_Exercise prompt_
Make an exact copy of the records, with the images left out.

Extracted material Start Marker

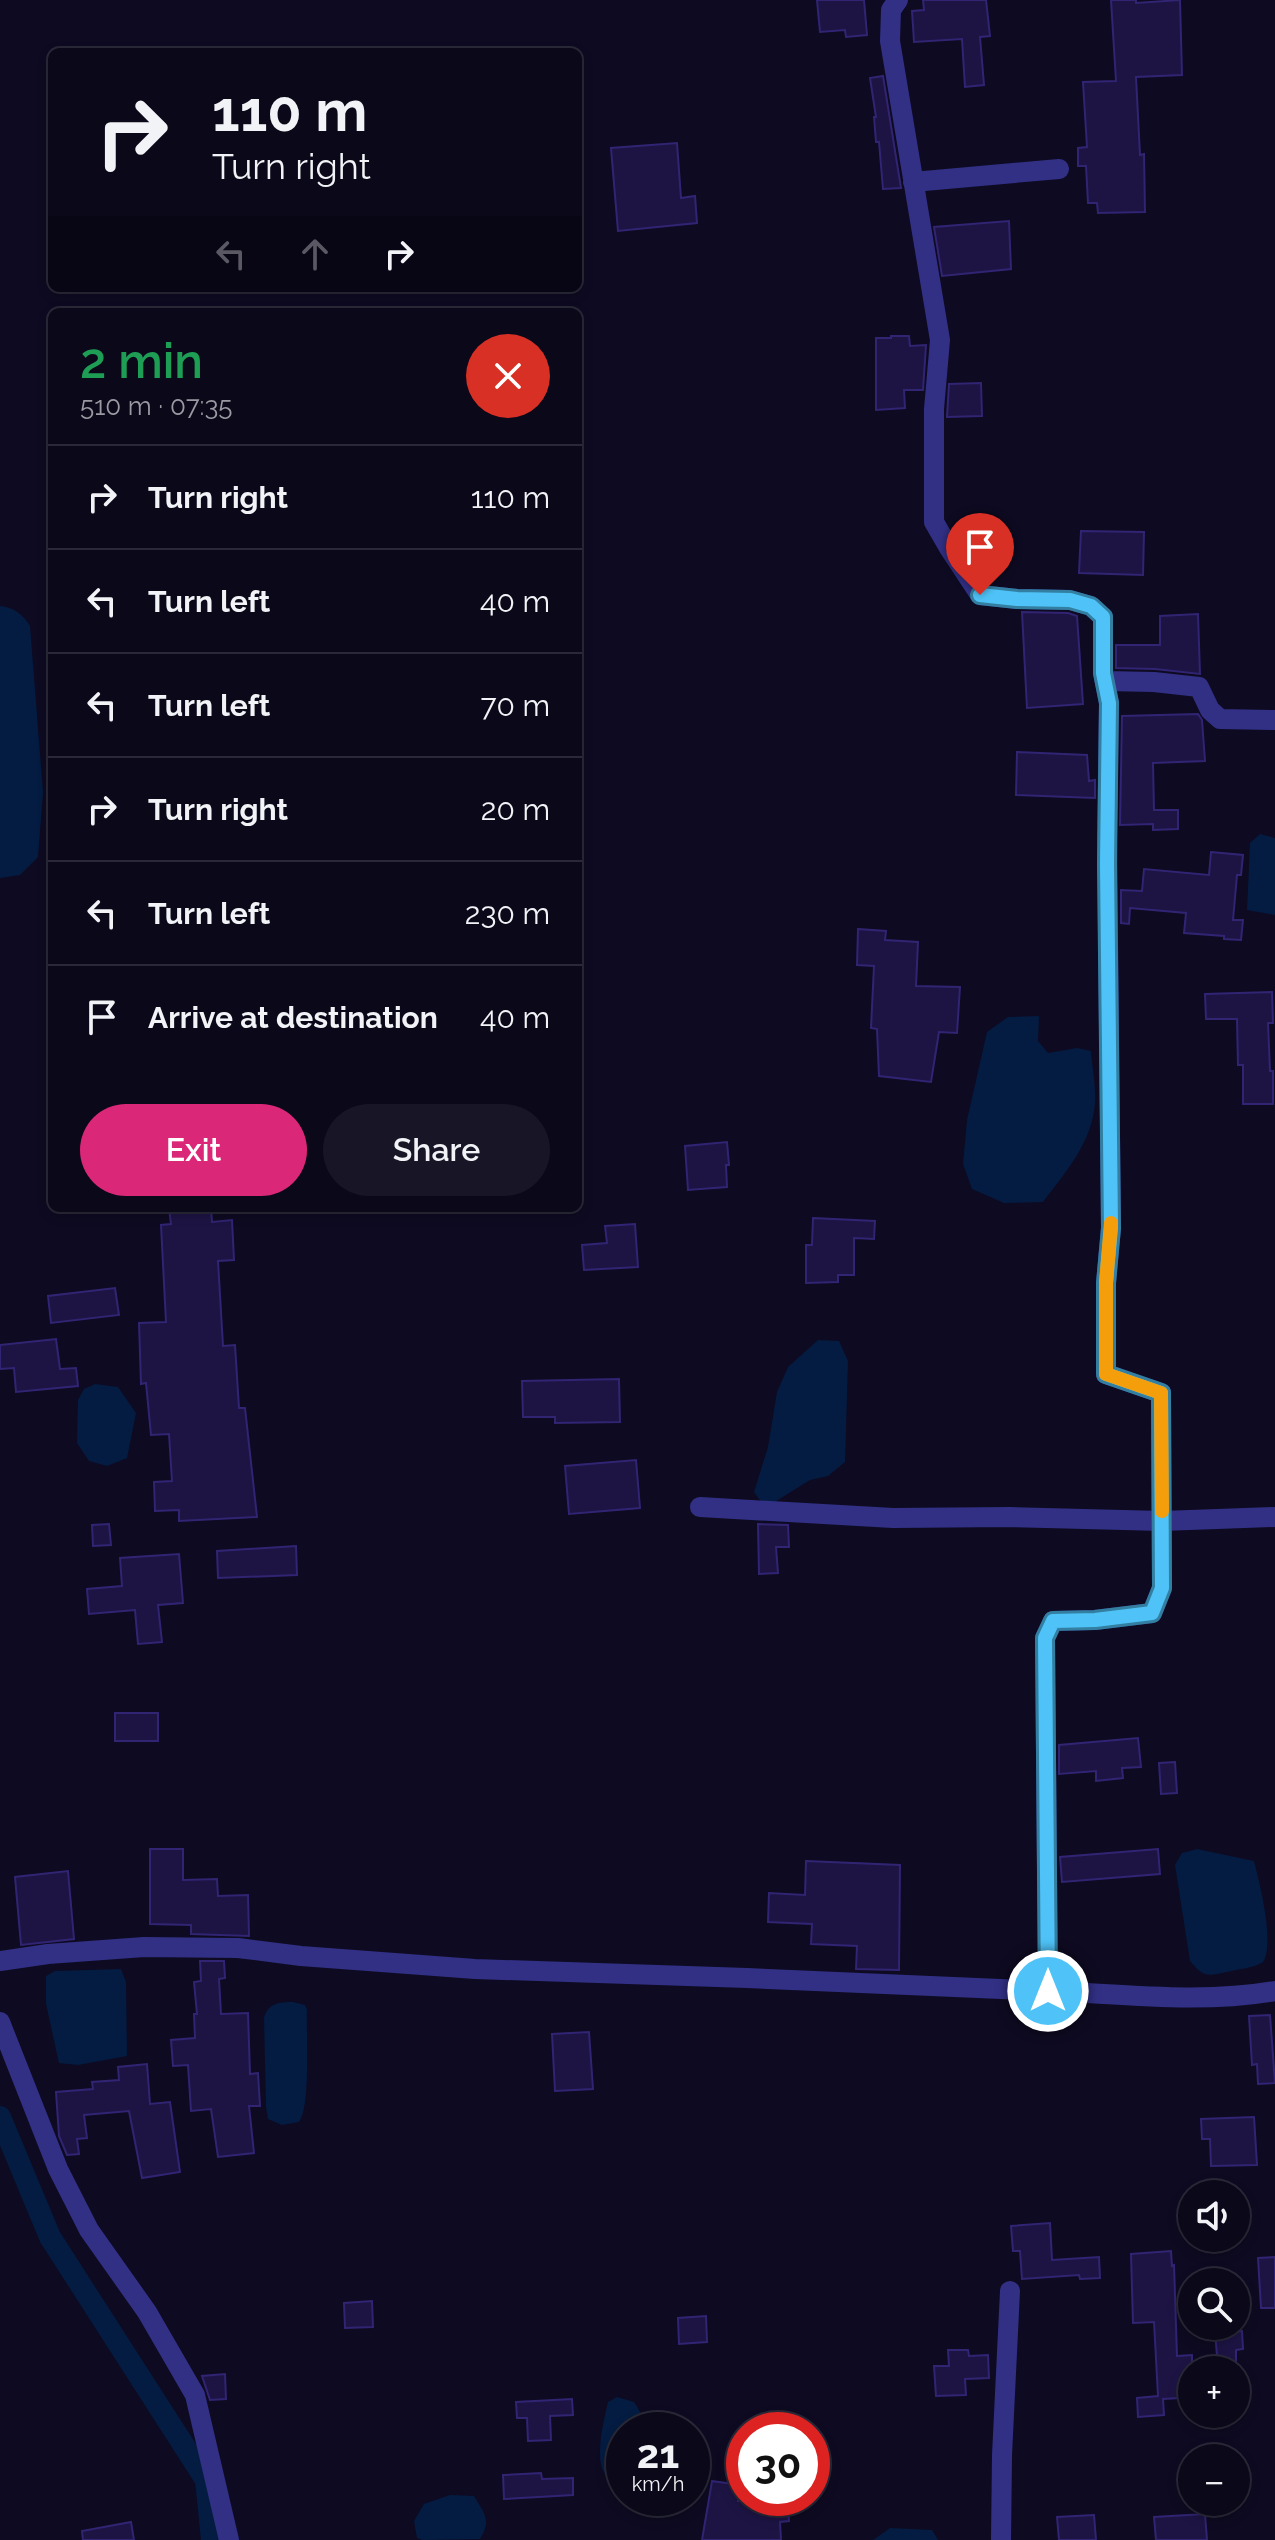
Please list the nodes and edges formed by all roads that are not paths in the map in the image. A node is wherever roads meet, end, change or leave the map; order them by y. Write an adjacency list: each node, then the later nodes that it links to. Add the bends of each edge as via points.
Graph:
1 (898, 0): 3 (street, via 891,10 890,41)
2 (1059, 169): 3 (street)
3 (913, 182): 4 (street, via 940,340 934,522 980,595 1070,600 1091,606 1103,617)
4 (1106, 681): 5 (street, via 1199,687 1220,719); 8 (street, via 1111,1228 1106,1374 1161,1393)
5 (1275, 720)
6 (700, 1507): 8 (street, via 893,1518)
7 (1275, 1517): 8 (street)
8 (1162, 1521): 10 (street, via 1162,1588 1152,1613 1053,1621 1045,1638)
9 (0, 1961): 10 (street, via 144,1947 238,1948 475,1969)
10 (1048, 1991): 11 (street, via 1174,1996)
11 (1275, 1991)
12 (0, 2022): 14 (street, via 83,2218 195,2395)
13 (1010, 2291): 15 (street)
14 (229, 2540)
15 (1001, 2540)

Extracted material End Marker

_Answer_
Please list the nodes and edges formed by all roads that are not paths in the map in the image. A node is wherever roads meet, end, change or leave the map; order them by y. Write an adjacency list: each node, then the later nodes that it links to. Add the bends of each edge as via points.
Graph:
1 (898, 0): 3 (street, via 891,10 890,41)
2 (1059, 169): 3 (street)
3 (913, 182): 4 (street, via 940,340 934,522 980,595 1070,600 1091,606 1103,617)
4 (1106, 681): 5 (street, via 1199,687 1220,719); 8 (street, via 1111,1228 1106,1374 1161,1393)
5 (1275, 720)
6 (700, 1507): 8 (street, via 893,1518)
7 (1275, 1517): 8 (street)
8 (1162, 1521): 10 (street, via 1162,1588 1152,1613 1053,1621 1045,1638)
9 (0, 1961): 10 (street, via 144,1947 238,1948 475,1969)
10 (1048, 1991): 11 (street, via 1174,1996)
11 (1275, 1991)
12 (0, 2022): 14 (street, via 83,2218 195,2395)
13 (1010, 2291): 15 (street)
14 (229, 2540)
15 (1001, 2540)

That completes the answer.